Exercise directions:
Scan the records for the word "dead". Report each line where it occurs.

Exercise input START

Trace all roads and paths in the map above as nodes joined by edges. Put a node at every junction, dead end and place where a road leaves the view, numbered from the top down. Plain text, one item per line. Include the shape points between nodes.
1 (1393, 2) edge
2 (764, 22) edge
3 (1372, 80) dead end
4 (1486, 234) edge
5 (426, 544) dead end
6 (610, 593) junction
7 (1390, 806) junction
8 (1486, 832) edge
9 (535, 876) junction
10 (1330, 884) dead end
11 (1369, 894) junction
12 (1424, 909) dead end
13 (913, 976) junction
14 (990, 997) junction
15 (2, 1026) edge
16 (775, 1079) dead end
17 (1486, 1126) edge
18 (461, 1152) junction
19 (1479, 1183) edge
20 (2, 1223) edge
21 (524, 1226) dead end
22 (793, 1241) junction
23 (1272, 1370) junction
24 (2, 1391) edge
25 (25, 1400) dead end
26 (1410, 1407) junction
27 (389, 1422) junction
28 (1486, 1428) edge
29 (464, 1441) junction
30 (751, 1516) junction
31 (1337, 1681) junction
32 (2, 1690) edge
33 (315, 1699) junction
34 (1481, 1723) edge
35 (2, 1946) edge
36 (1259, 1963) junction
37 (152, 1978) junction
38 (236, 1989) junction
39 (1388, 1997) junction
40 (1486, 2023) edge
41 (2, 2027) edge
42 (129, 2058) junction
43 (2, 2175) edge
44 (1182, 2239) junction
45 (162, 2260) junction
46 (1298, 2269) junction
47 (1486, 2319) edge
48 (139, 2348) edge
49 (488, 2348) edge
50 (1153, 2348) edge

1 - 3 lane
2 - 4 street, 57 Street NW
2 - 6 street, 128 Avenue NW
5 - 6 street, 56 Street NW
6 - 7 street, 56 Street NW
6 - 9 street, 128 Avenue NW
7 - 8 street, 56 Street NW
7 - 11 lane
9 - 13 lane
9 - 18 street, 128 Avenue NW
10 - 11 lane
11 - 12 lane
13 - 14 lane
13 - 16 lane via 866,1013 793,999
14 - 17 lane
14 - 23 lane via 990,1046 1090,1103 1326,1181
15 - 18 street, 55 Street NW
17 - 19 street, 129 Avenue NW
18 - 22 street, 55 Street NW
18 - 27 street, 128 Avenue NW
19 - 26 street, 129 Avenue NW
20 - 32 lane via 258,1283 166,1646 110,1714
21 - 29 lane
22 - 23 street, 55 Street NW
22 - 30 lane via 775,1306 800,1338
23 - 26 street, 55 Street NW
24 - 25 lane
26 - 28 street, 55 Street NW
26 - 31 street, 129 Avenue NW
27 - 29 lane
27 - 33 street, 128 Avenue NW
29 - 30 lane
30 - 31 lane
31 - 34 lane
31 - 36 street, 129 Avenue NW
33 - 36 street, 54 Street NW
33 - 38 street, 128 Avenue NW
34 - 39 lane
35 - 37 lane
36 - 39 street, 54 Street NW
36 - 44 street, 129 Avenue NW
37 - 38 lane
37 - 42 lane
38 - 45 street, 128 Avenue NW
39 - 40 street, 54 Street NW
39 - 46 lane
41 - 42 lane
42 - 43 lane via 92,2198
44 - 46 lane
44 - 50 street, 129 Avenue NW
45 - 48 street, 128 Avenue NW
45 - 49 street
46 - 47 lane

Exercise input END

Your response:
Trace all roads and paths in the map above as nodes joined by edges. Put a node at every junction, dead end and place where a road leaves the view, numbered from the top down. Plain text, one item per line. Include the shape points between nodes.
3 (1372, 80) dead end
5 (426, 544) dead end
10 (1330, 884) dead end
12 (1424, 909) dead end
16 (775, 1079) dead end
21 (524, 1226) dead end
25 (25, 1400) dead end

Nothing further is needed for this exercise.